EXERCISE DETAILS: Copy out, from the entries below, each line holding the string "East".

━━━━━━━━━━━━━━━━━━━━

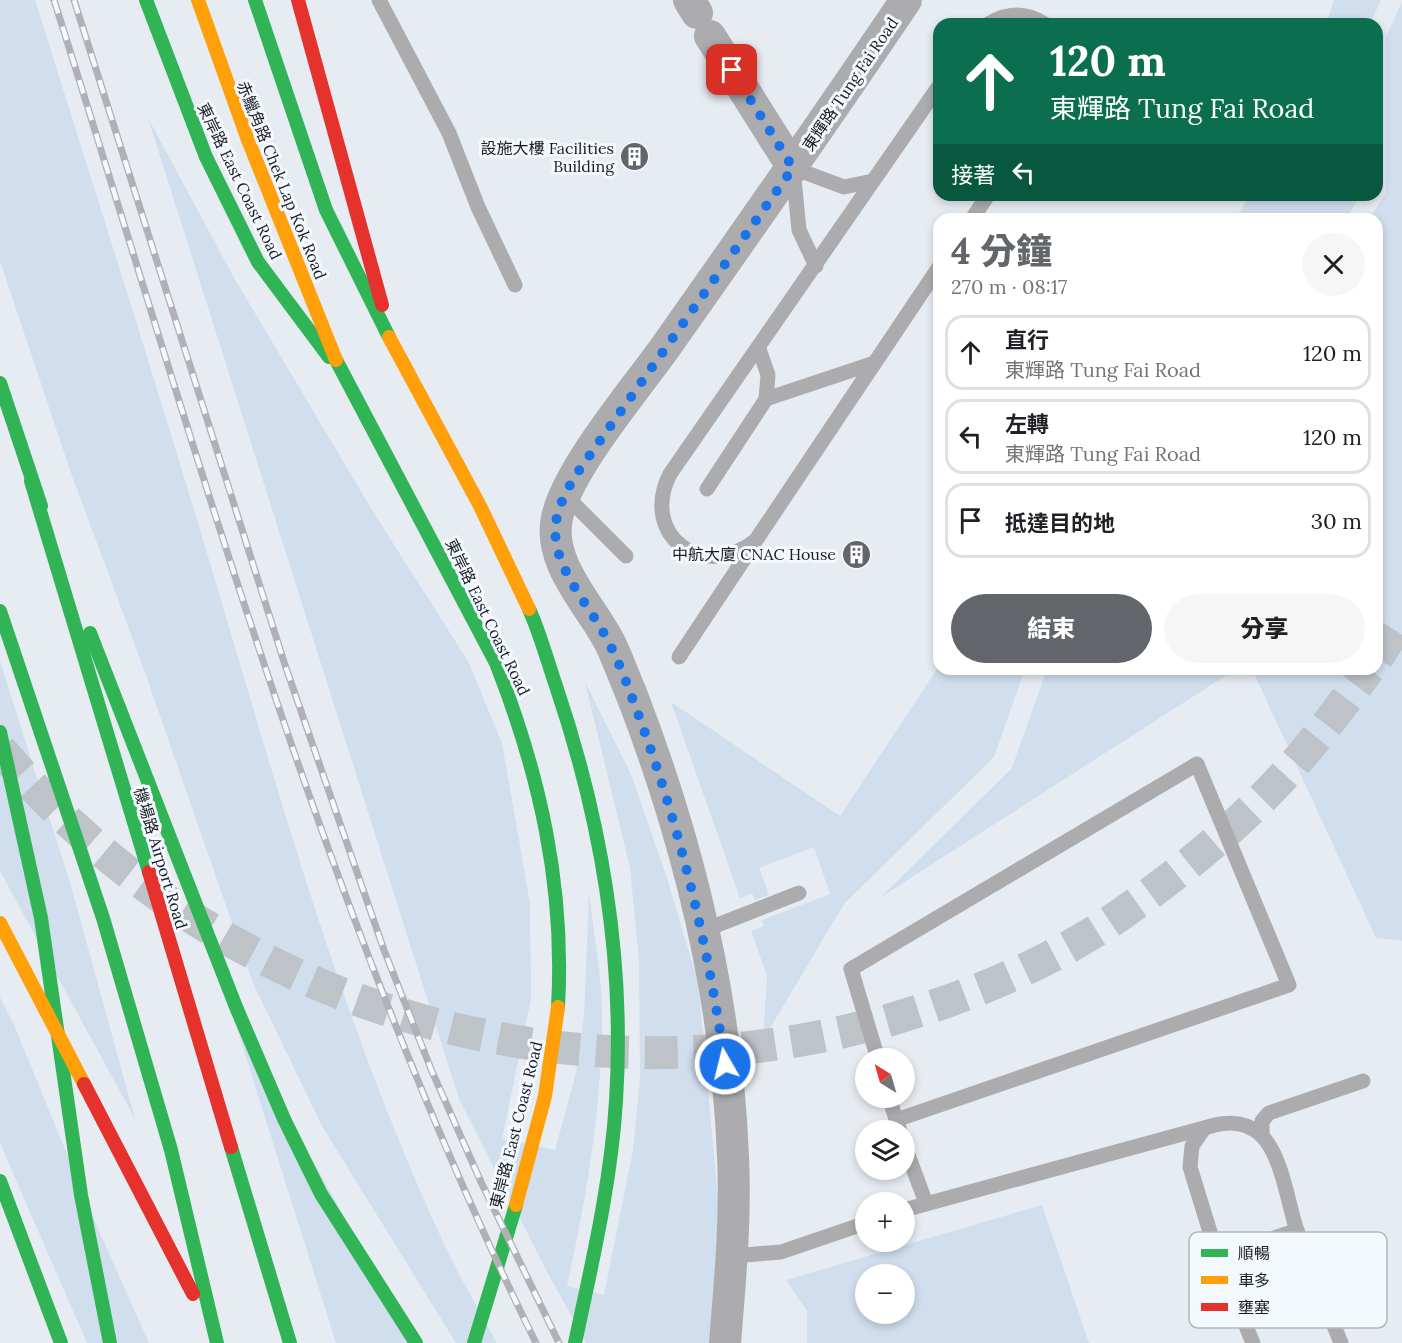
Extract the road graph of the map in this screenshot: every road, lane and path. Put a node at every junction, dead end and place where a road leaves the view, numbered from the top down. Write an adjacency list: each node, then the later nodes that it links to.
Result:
1 (146, 0): 19 (main road, 東岸路 East Coast Road)
2 (198, 0): 19 (main road, 赤鱲角路 Chek Lap Kok Road)
3 (255, 0): 16 (main road, 赤鱲角路 Chek Lap Kok Road)
4 (298, 0): 16 (main road, 東岸路 East Coast Road)
5 (379, 0): 15 (lane)
6 (906, 0): 11 (street, 東輝路 Tung Fai Road)
7 (699, 16): 11 (street, 東輝路 Tung Fai Road)
8 (1004, 18): 9 (lane)
9 (1032, 18)
10 (933, 95): 12 (lane)
11 (793, 168): 12 (lane, 東輝路 Tung Fai Road); 13 (lane, 東輝路 Tung Fai Road); 24 (street, 東輝路 Tung Fai Road)
12 (873, 181): 13 (lane)
13 (816, 267): 17 (lane)
14 (933, 276): 18 (lane)
15 (515, 285)
16 (393, 346): 55 (main road, 東岸路 East Coast Road)
17 (759, 349): 21 (lane); 25 (lane)
18 (874, 363): 21 (lane); 25 (lane)
19 (340, 371): 54 (main road, 東岸路 East Coast Road)
20 (0, 383): 22 (main road, 機場路 Airport Road)
21 (766, 399): 23 (lane)
22 (31, 481): 52 (main road, 機場路 Airport Road); 53 (main road)
23 (707, 489)
24 (564, 494): 26 (lane); 32 (street, 東輝路 Tung Fai Road)
25 (756, 540): 28 (lane)
26 (626, 556)
27 (0, 611): 49 (main road)
28 (679, 657)
29 (0, 732): 51 (main road)
30 (799, 893): 32 (lane)
31 (0, 923): 49 (main road)
32 (702, 931): 46 (street, 東輝路 Tung Fai Road)
33 (875, 1048): 35 (lane)
34 (1363, 1081): 37 (lane)
35 (912, 1120)
36 (1203, 1130): 37 (lane); 40 (lane); 44 (lane)
37 (1262, 1135): 43 (lane)
38 (915, 1173): 40 (lane)
39 (0, 1181): 50 (main road)
40 (926, 1203): 41 (lane)
41 (915, 1206)
42 (855, 1227): 46 (lane)
43 (1297, 1230): 45 (lane)
44 (1210, 1232)
45 (1291, 1232)
46 (732, 1256): 56 (street, 東輝路 Tung Fai Road)
47 (1247, 1328): 57 (lane)
48 (1335, 1328): 58 (lane)
49 (216, 1341)
50 (61, 1343)
51 (110, 1343)
52 (290, 1343)
53 (416, 1343)
54 (474, 1343)
55 (575, 1343)
56 (725, 1343)
57 (1253, 1343)
58 (1341, 1343)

━━━━━━━━━━━━━━━━━━━━

RESPONSE TO THE TASK:
1 (146, 0): 19 (main road, 東岸路 East Coast Road)
4 (298, 0): 16 (main road, 東岸路 East Coast Road)
16 (393, 346): 55 (main road, 東岸路 East Coast Road)
19 (340, 371): 54 (main road, 東岸路 East Coast Road)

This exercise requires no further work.